Disaster recovery does not necessarily need to contain all files to be effective. In case of a real disaster, having a data set from a few hours or a day back may be of minor concern. Having access to the complete data set at all is the main goal and achievement for disaster recovery and supports the survival of the business.   

Key aspect #6

For disaster recovery to work, independence of the local setup of the office must be assured. For disaster recovery to be effective, should the office setup become damaged, a plan must be made on how to actually use it and on what setup. This might include having spare storage or server hardware available if business continuity is crucial.

Key aspect #7

Options for disaster recovery storage include disk, tape, and cloud. All three can be used as offsite storage. Depending on priority and business continuity requirements, RTO or Recovery Time Objective becomes the central value for planning. 

RTO is the time it takes to get (all) files back from the Backup. The main decision here resides between two options. Firstly, a regular Backup for less critical data sets. Secondly, a data availability solution that allows for a failover process to bring all data back in minutes without requiring a restore. P5 Synchronize offers data availability and replicates/clones files or complete storage(s) automatically locally or to a remote location.

Key aspect #8

In today’s challenging IT landscape, dangers, attacks, and malware are a reality that needs to be faced. One medium, in particular, offers a built-in solution for protection against those threats: LTO tape.

Tape has a built-in air gap that protects all files on tape against any network-based attack. Even tape in the tape drive is a very low risk, since to this day, there is no known manipulation of LTO drivers and tape access. Both Backup and disaster recovery can build on tape as both storage and profit from these benefits.

Key aspect #9

Disaster recovery from a remote location is only as good as its accessibility is. This means, either physical distance, in case of offsite tape sets, or bandwidth, in case of remote disk or cloud storage. The old saying “never underestimate the bandwidth of a truck full of tapes” is relevant here. Physically transporting a tape set back to the office might be much faster than any online connection to the same location.

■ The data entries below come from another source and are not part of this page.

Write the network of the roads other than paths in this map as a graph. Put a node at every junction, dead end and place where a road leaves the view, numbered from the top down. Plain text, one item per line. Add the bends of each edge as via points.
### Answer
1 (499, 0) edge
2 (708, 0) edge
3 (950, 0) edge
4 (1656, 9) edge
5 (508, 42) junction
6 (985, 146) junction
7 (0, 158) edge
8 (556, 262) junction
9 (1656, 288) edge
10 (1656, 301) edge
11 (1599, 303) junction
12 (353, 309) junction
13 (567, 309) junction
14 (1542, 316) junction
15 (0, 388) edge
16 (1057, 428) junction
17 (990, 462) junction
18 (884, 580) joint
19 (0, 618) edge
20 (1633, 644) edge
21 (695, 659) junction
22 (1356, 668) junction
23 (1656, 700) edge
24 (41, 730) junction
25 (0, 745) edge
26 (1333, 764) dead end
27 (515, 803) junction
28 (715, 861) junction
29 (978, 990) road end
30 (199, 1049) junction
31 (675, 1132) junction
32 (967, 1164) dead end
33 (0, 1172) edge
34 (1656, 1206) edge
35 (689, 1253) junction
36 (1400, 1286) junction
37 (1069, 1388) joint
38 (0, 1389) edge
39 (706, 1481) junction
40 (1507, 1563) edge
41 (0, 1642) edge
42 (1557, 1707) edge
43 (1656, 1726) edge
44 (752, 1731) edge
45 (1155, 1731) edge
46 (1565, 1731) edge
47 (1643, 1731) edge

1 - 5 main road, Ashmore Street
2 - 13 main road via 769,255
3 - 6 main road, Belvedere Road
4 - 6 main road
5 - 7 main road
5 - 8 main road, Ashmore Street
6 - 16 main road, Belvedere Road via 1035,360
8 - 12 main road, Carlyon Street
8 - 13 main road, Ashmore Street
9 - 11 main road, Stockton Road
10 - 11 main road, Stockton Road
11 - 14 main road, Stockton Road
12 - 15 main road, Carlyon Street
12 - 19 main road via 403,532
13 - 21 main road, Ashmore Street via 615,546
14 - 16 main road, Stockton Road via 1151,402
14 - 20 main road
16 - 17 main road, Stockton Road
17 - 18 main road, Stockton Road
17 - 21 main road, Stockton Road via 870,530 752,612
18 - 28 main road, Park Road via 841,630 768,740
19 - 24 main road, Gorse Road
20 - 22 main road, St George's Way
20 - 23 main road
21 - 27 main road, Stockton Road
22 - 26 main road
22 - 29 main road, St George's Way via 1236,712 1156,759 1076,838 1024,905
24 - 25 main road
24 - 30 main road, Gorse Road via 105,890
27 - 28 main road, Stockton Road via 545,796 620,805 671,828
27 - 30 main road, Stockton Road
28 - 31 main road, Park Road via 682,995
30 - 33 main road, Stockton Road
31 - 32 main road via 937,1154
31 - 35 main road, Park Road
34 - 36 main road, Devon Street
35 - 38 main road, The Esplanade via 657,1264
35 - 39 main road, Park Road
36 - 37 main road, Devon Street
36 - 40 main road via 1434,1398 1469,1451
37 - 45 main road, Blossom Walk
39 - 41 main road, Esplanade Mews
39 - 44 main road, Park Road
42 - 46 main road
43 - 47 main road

Local Backup and the disaster recovery protect a company on different levels, complement each other, and are both necessary. Thorough planning helps to provide business continuity and maximum security. P5 Backup offers automated runs and can use disk, tape, and cloud storage. Tape sets can be cloned automatically so that the redundant copy can be stored offsite for maximum protection and disaster recovery.

For time-critical data that needs immediate availability, P5 Synchronize offers the necessary data availability by cloning/replication locally and/or to a remote location. Both modules are part of the P5 suite and share the simplicity of installation, configuration, and use via the browser.